Try it ▸ Could the listing be repeated exactly, with every picture dropped?

Data excerpts ▸
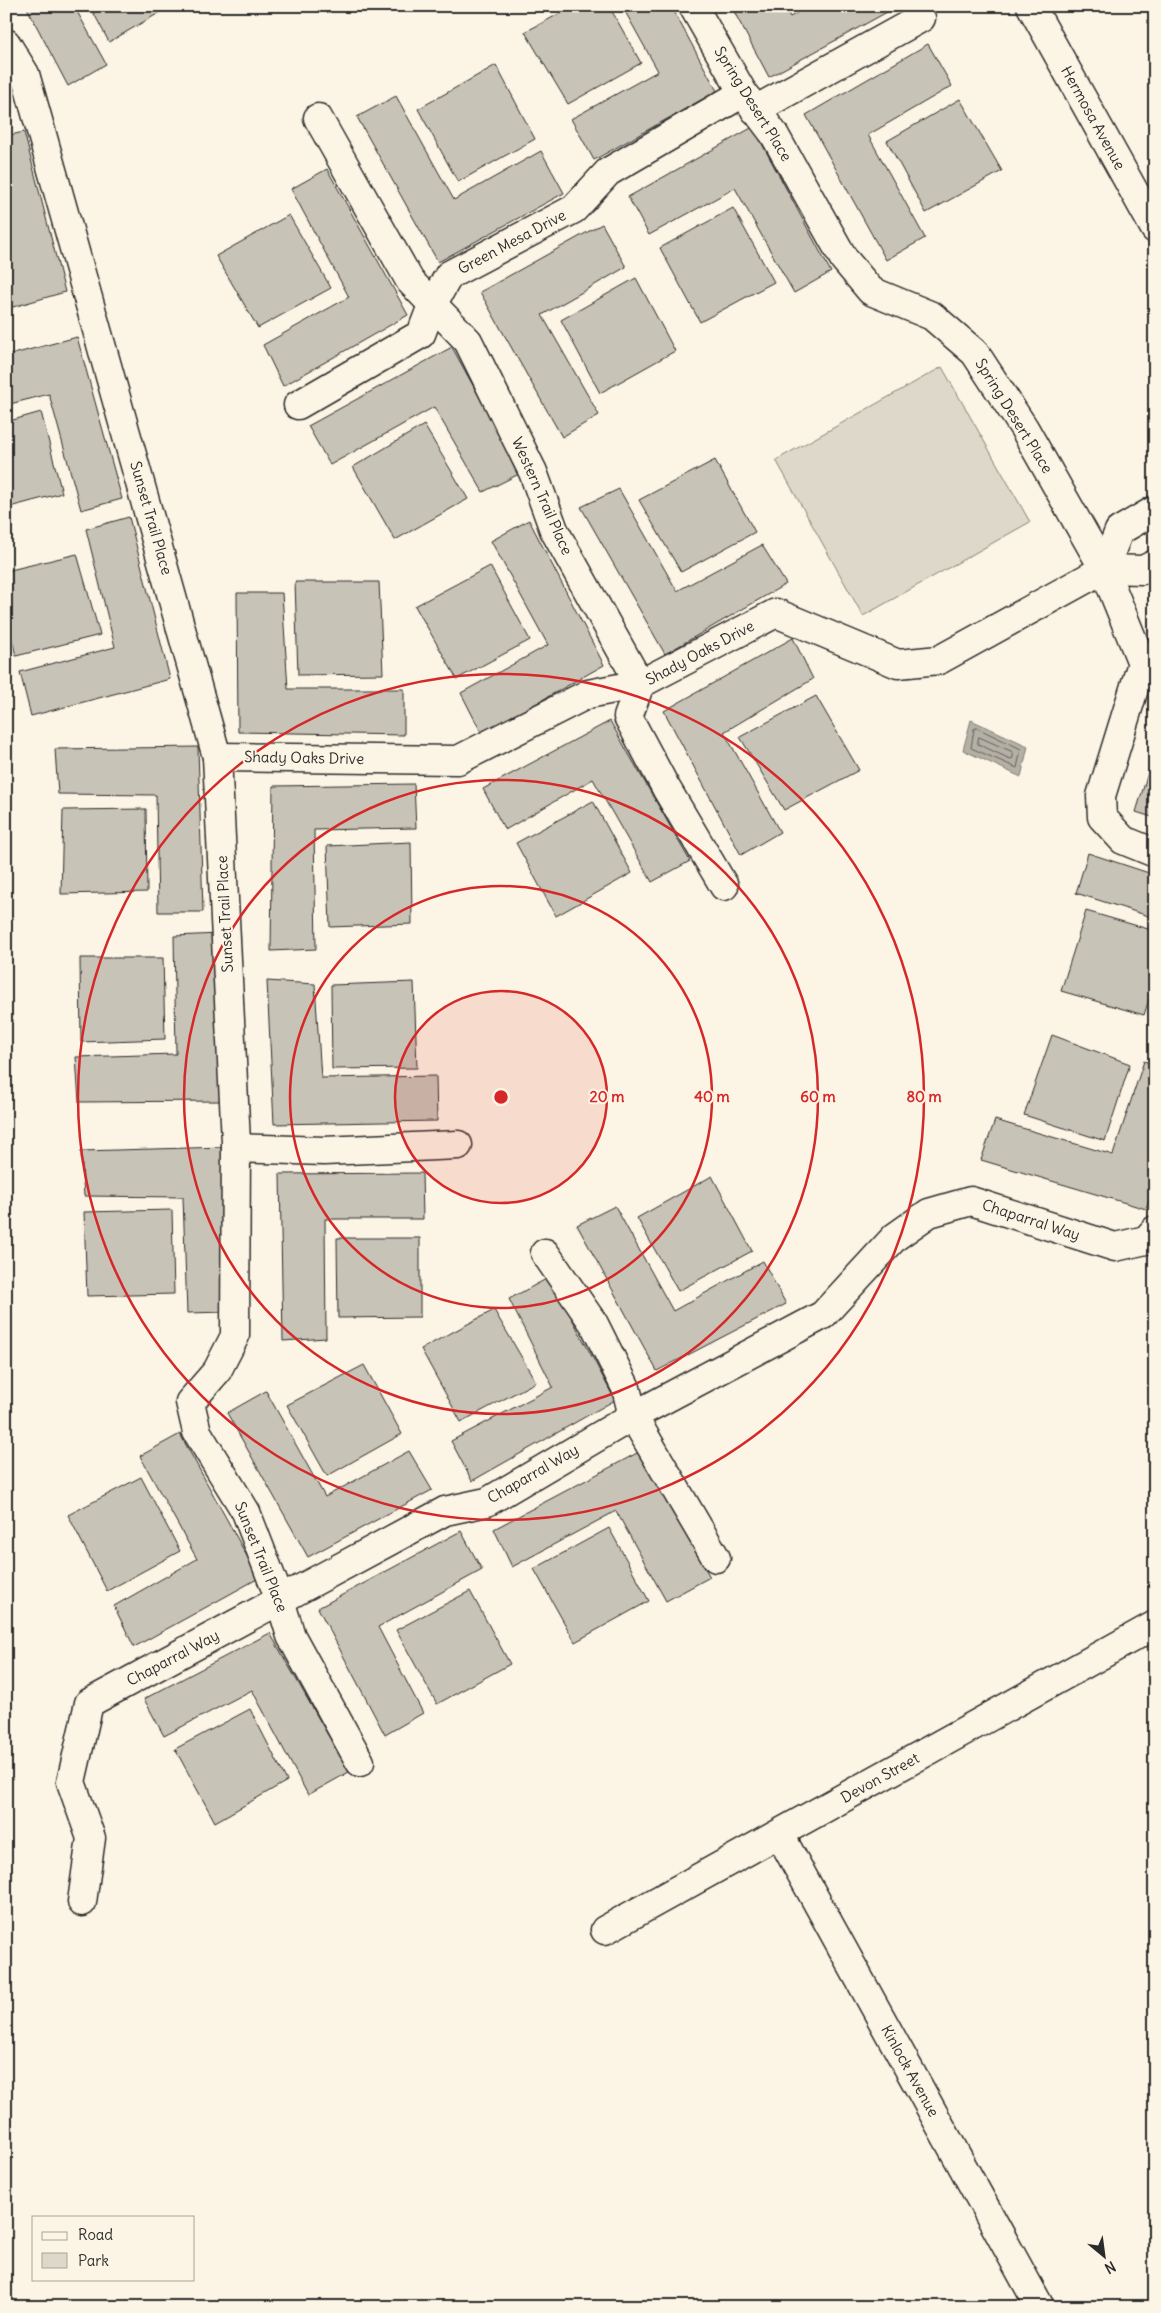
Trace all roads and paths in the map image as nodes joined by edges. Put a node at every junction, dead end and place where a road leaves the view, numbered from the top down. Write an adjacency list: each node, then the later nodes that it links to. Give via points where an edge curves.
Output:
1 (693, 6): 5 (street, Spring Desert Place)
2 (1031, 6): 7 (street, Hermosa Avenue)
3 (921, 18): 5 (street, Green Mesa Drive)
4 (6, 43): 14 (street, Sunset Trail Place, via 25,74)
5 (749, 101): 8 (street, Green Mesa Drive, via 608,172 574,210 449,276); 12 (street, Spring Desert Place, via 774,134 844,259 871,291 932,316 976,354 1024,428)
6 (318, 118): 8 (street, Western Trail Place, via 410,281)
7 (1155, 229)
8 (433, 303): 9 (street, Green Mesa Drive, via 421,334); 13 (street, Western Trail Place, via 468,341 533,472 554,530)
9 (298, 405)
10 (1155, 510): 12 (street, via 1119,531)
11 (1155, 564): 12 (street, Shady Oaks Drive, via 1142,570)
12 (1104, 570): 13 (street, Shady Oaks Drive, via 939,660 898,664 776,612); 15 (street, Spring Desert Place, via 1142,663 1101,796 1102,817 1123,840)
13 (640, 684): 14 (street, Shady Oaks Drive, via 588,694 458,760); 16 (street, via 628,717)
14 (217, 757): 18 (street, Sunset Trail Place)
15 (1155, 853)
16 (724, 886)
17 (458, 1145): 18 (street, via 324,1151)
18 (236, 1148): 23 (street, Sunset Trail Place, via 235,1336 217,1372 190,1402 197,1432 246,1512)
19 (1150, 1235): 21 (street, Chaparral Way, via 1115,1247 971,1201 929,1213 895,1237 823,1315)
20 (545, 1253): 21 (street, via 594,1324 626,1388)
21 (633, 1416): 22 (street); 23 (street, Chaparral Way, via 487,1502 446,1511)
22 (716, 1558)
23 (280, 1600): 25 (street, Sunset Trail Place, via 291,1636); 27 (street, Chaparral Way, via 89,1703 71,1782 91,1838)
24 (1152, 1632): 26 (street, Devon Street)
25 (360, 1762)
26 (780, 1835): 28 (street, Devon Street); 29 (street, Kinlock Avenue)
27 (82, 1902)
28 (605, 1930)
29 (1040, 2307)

Solution for this exercise ▸
Trace all roads and paths in the map image as nodes joined by edges. Put a node at every junction, dead end and place where a road leaves the view, numbered from the top down. Write an adjacency list: each node, then the later nodes that it links to. Give via points where an edge curves.
Output:
1 (693, 6): 5 (street, Spring Desert Place)
2 (1031, 6): 7 (street, Hermosa Avenue)
3 (921, 18): 5 (street, Green Mesa Drive)
4 (6, 43): 14 (street, Sunset Trail Place, via 25,74)
5 (749, 101): 8 (street, Green Mesa Drive, via 608,172 574,210 449,276); 12 (street, Spring Desert Place, via 774,134 844,259 871,291 932,316 976,354 1024,428)
6 (318, 118): 8 (street, Western Trail Place, via 410,281)
7 (1155, 229)
8 (433, 303): 9 (street, Green Mesa Drive, via 421,334); 13 (street, Western Trail Place, via 468,341 533,472 554,530)
9 (298, 405)
10 (1155, 510): 12 (street, via 1119,531)
11 (1155, 564): 12 (street, Shady Oaks Drive, via 1142,570)
12 (1104, 570): 13 (street, Shady Oaks Drive, via 939,660 898,664 776,612); 15 (street, Spring Desert Place, via 1142,663 1101,796 1102,817 1123,840)
13 (640, 684): 14 (street, Shady Oaks Drive, via 588,694 458,760); 16 (street, via 628,717)
14 (217, 757): 18 (street, Sunset Trail Place)
15 (1155, 853)
16 (724, 886)
17 (458, 1145): 18 (street, via 324,1151)
18 (236, 1148): 23 (street, Sunset Trail Place, via 235,1336 217,1372 190,1402 197,1432 246,1512)
19 (1150, 1235): 21 (street, Chaparral Way, via 1115,1247 971,1201 929,1213 895,1237 823,1315)
20 (545, 1253): 21 (street, via 594,1324 626,1388)
21 (633, 1416): 22 (street); 23 (street, Chaparral Way, via 487,1502 446,1511)
22 (716, 1558)
23 (280, 1600): 25 (street, Sunset Trail Place, via 291,1636); 27 (street, Chaparral Way, via 89,1703 71,1782 91,1838)
24 (1152, 1632): 26 (street, Devon Street)
25 (360, 1762)
26 (780, 1835): 28 (street, Devon Street); 29 (street, Kinlock Avenue)
27 (82, 1902)
28 (605, 1930)
29 (1040, 2307)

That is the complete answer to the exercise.